3. Support children in expressing feelings, verbally and non-verbally – Talking, crying, drawing, writing and playing are all helpful ways to process reactions. Children will often work through their feelings through play and may re-enact the death, trauma, funeral, etc. with playmates, dolls and other toys. This is a normal and healthy way for children to heal. 

4. Be honest and provide accurate information appropriate to the child’s ability to understand and wish to know – In order to cope, children need to trust that we will be honest with them. The unknown and the imagined can be much more terrifying than the truth. 

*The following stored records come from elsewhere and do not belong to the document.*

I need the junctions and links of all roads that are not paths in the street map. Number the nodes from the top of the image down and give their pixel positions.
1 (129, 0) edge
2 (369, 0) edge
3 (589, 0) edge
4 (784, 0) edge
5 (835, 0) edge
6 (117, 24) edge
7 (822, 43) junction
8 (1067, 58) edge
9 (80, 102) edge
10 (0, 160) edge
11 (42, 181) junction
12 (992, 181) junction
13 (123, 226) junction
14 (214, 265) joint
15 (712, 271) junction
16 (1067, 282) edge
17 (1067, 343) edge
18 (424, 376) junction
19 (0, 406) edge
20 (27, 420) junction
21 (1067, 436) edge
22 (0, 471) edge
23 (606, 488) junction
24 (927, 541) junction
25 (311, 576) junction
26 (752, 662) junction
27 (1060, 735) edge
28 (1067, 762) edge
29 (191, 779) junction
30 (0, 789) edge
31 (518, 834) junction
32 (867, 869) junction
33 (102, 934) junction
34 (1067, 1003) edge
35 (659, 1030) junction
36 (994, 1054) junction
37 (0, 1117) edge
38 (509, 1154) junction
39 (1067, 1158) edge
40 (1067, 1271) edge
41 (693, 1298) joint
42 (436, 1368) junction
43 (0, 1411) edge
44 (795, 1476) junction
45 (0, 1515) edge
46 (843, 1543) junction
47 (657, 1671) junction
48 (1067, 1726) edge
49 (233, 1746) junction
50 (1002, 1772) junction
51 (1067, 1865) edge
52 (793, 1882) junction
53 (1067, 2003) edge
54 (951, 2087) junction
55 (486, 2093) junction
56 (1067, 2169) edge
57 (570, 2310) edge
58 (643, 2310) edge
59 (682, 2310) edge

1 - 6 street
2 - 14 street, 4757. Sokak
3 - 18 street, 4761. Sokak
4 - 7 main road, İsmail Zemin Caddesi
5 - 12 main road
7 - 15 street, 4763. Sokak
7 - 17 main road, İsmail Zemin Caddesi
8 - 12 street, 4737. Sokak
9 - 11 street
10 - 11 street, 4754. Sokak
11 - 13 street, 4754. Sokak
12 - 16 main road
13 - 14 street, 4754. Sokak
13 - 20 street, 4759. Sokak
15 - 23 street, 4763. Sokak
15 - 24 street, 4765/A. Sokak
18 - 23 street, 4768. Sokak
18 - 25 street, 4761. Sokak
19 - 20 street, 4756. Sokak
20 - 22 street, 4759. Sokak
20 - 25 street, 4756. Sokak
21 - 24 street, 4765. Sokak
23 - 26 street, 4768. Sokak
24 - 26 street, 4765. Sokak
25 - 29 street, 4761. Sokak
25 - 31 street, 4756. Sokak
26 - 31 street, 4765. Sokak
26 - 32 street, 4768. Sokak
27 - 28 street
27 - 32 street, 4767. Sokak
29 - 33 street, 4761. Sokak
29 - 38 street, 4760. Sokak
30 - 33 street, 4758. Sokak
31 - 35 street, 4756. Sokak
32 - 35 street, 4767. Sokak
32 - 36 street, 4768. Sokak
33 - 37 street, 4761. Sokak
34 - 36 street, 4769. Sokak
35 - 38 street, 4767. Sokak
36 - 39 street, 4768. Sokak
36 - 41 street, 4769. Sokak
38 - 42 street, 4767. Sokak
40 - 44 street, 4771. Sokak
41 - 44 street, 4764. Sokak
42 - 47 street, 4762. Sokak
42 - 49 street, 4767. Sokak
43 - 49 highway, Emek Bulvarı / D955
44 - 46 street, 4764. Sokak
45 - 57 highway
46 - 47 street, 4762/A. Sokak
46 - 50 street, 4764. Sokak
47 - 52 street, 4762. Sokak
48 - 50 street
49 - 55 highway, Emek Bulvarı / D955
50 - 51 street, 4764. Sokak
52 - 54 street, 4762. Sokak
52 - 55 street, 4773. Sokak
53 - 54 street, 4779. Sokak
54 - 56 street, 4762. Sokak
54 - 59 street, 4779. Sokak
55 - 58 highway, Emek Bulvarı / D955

5. Be patient – Realize that this will take time. Children may take longer than adults to resolve trauma and grief. Their processing of it may be intermittent. They may need to ask the same questions over and over. 

6. Share your feelings – It is okay for children to know that you are human and have feelings, too, but don’t overburden your children with your anxieties. Make sure you take care of yourself and have good support from other adults. 

7. Provide affection and reassurance regarding safety issues – Let your children know that they are loved and that the adults in their lives will do their best to keep them safe. Children may temporarily need extra safety measures: i.e., sleeping in your room, leaving lights on, etc. You may want to say, “We will do this for a while and then get back to normal.” 

8. Maintain order, security and stability in your children’s lives – Children need regular routines and structure to continue as much as possible. 

9. Give choices so that children have a sense of control and participation – Ask: What would help you feel safe? 

10. Memorialize – Light candles. Create a scrapbook or memory book. Write letters to the person who has died. Ritual helps us heal.